An Athabascan Indian from Alaska, Morris was director of the Indian Center, a multiservice agency in Seattle, Washington.)
The local is a shabby thing. There's nothing worse than bringing us back down to our own little corner, our own territory, the radiant promiscuity of the face to face. A culture which has taken the risk of the universal, must perish by the universal.
Science, unguided by a higher abstract principle, freely hands over its secrets to a vastly developed and commercially inspired technology, and the latter, even less restrained by a supreme culture saving principle, with the means of science creates all the instruments of power demanded from it by the organization of Might.
(Johan Huizinga (1872-1945), Dutch historian. In the Shadow of Tomorrow, ch. 9 (1936).)

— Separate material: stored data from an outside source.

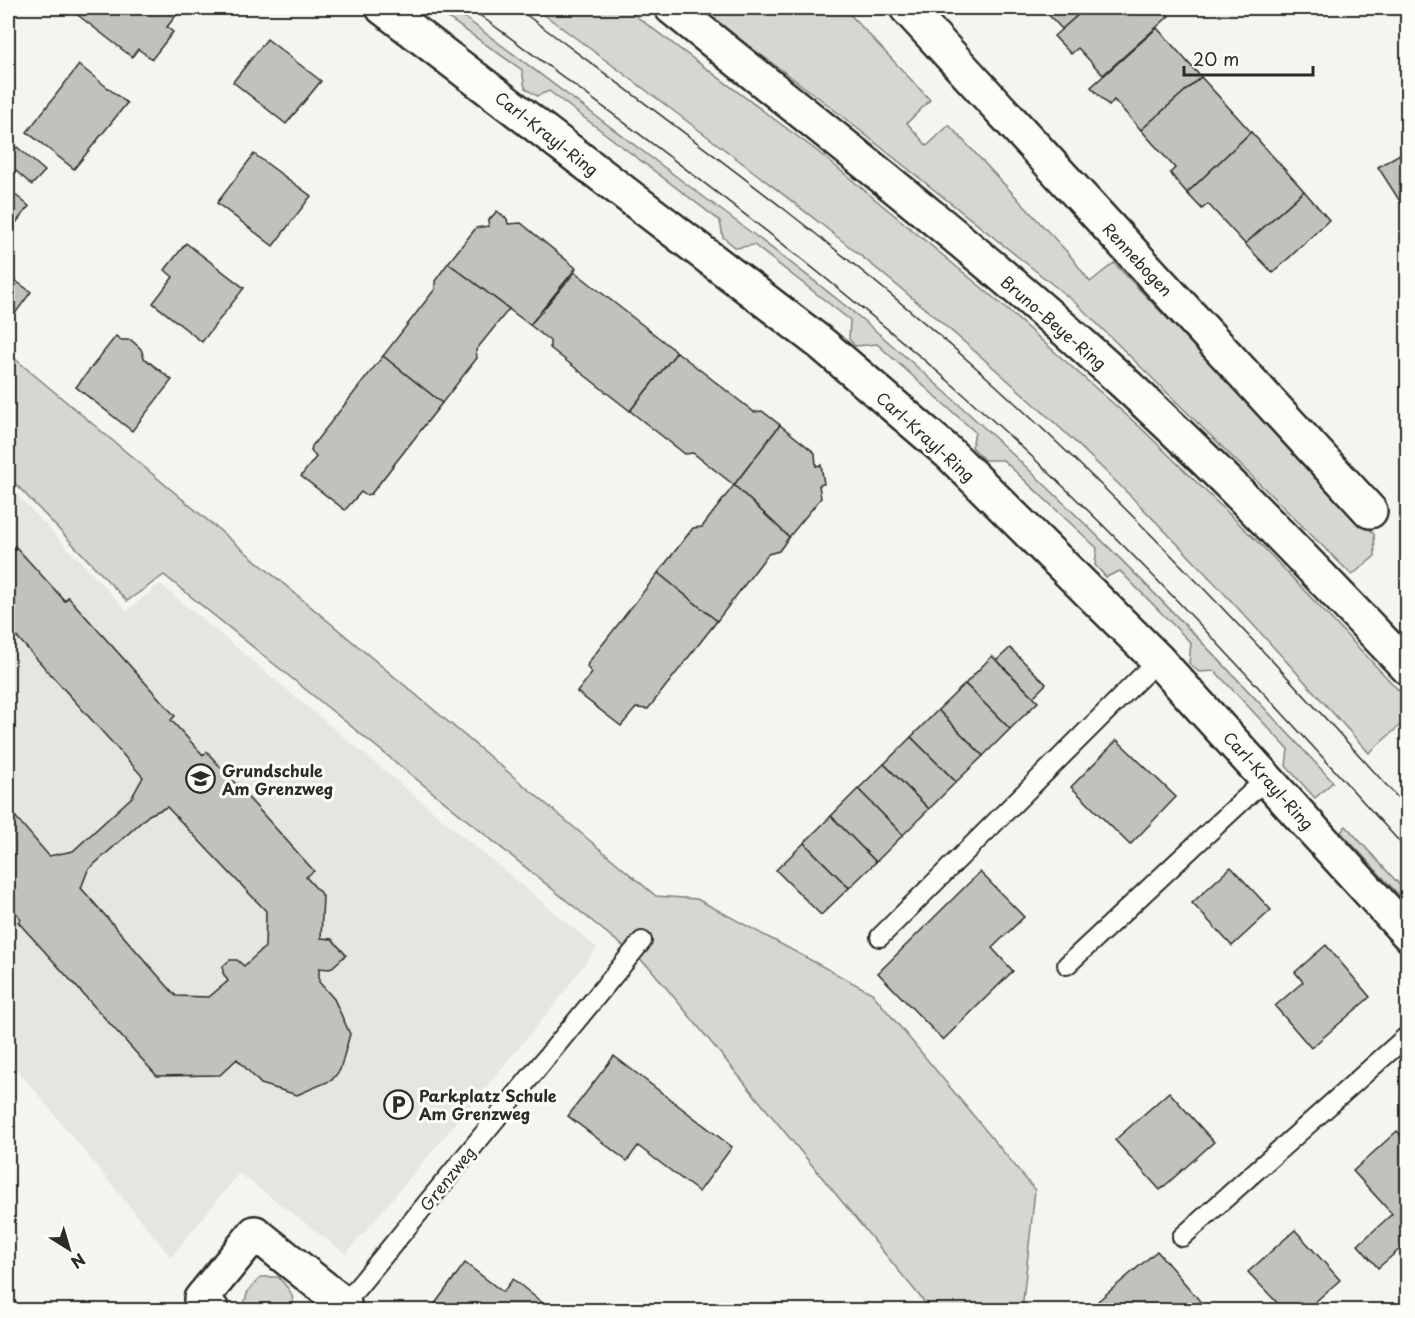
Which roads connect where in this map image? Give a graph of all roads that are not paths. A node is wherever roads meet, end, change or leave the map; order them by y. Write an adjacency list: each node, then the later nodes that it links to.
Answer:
1 (383, 8): 5 (street, Carl-Krayl-Ring)
2 (672, 8): 6 (street, Bruno-Beye-Ring)
3 (907, 8): 4 (street, Rennebogen)
4 (1370, 511)
5 (1158, 660): 7 (street, Carl-Krayl-Ring); 9 (lane)
6 (1407, 668)
7 (1268, 777): 8 (street, Carl-Krayl-Ring); 11 (lane)
8 (1407, 934)
9 (880, 937)
10 (642, 940): 14 (lane, Grenzweg)
11 (1067, 965)
12 (1407, 1035): 13 (lane)
13 (1182, 1237)
14 (344, 1308): 15 (street, Grenzweg)
15 (212, 1311)

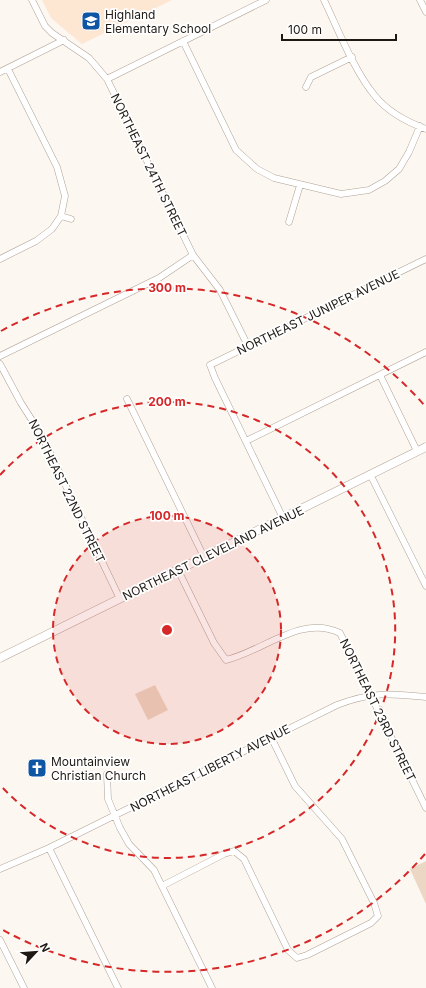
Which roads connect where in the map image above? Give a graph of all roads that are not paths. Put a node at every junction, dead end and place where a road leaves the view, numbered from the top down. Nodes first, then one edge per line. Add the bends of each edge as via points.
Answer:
1 (32, 0) edge
2 (266, 0) edge
3 (324, 0) edge
4 (420, 0) edge
5 (426, 12) edge
6 (64, 40) junction
7 (182, 40) junction
8 (352, 57) junction
9 (8, 69) junction
10 (0, 72) edge
11 (107, 78) junction
12 (306, 87) dead end
13 (423, 128) edge
14 (300, 185) junction
15 (61, 216) junction
16 (71, 219) dead end
17 (289, 222) dead end
18 (193, 255) junction
19 (0, 259) edge
20 (426, 260) edge
21 (248, 346) junction
22 (426, 352) edge
23 (0, 356) edge
24 (0, 364) edge
25 (380, 375) junction
26 (127, 399) dead end
27 (246, 441) junction
28 (426, 447) edge
29 (417, 451) junction
30 (370, 474) junction
31 (283, 518) junction
32 (204, 557) junction
33 (178, 570) junction
34 (426, 586) edge
35 (120, 598) junction
36 (0, 658) edge
37 (370, 694) junction
38 (426, 696) edge
39 (271, 737) junction
40 (107, 774) dead end
41 (426, 808) edge
42 (114, 816) junction
43 (49, 848) junction
44 (0, 869) edge
45 (162, 886) junction
46 (0, 940) edge
47 (24, 988) edge
48 (118, 988) edge
49 (212, 988) edge

1 - 6 street, NORTHEAST 24TH STREET via 45,26
2 - 7 street
3 - 8 street
4 - 5 street
6 - 9 street
6 - 11 street, NORTHEAST 24TH STREET via 89,58
7 - 11 street
7 - 14 street via 236,150 261,172
8 - 12 street via 311,77
8 - 13 street via 365,81 381,102 396,114
9 - 10 street
9 - 15 street via 61,178 65,196
11 - 18 street, NORTHEAST 24TH STREET
13 - 14 street via 399,168 377,186 360,192 341,194
14 - 17 street
15 - 16 street
15 - 19 street via 44,236
18 - 21 street, NORTHEAST 24TH STREET via 220,290
18 - 23 street via 159,278
20 - 21 street, NORTHEAST JUNIPER AVENUE
21 - 27 street, NORTHEAST JUNIPER AVENUE via 210,365
22 - 25 street
24 - 35 street, NORTHEAST 22ND STREET via 21,404 42,436
25 - 27 street
25 - 29 street
26 - 32 street
27 - 31 street
28 - 29 street, NORTHEAST CLEVELAND AVENUE
29 - 30 street, NORTHEAST CLEVELAND AVENUE
30 - 31 street, NORTHEAST CLEVELAND AVENUE
30 - 34 street
31 - 32 street, NORTHEAST CLEVELAND AVENUE
32 - 33 street, NORTHEAST CLEVELAND AVENUE
33 - 35 street, NORTHEAST CLEVELAND AVENUE
33 - 37 street, NORTHEAST 23RD STREET via 214,643 226,660 243,656 305,628 330,628 340,633
35 - 36 street, NORTHEAST CLEVELAND AVENUE
37 - 38 street, NORTHEAST LIBERTY AVENUE
37 - 39 street, NORTHEAST LIBERTY AVENUE via 337,704
37 - 41 street, NORTHEAST 23RD STREET
39 - 42 street, NORTHEAST LIBERTY AVENUE
39 - 45 street via 295,786 342,839 378,916 371,923 297,958 288,950 244,859 234,851
40 - 42 street via 108,799
42 - 43 street, NORTHEAST LIBERTY AVENUE
42 - 45 street via 129,844 150,864
43 - 44 street, NORTHEAST LIBERTY AVENUE
43 - 48 street
45 - 49 street
46 - 47 street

The Greeks, with their truly healthy culture, have once and for all justified philosophy simply by having engaged in it, and having engaged in it more fully than any other people.
(Friedrich Nietzsche (1844-1900), German philosopher, classical scholar, critic of culture. Friedrich Nietzsche, Sämtliche Werke: Kritische Studienausgabe, vol. 1, p. 805, eds. Giorgio Colli and Mazzino Montinari, Berlin, de Gruyter (1980); Philosophy in the Tragic Age of the Greeks, p. 28, trans. by Marianne Cowan, Chicago, Gateway Editions (1962). "Philosophy in the Tragic Age of the Greeks," section 1 (1873).)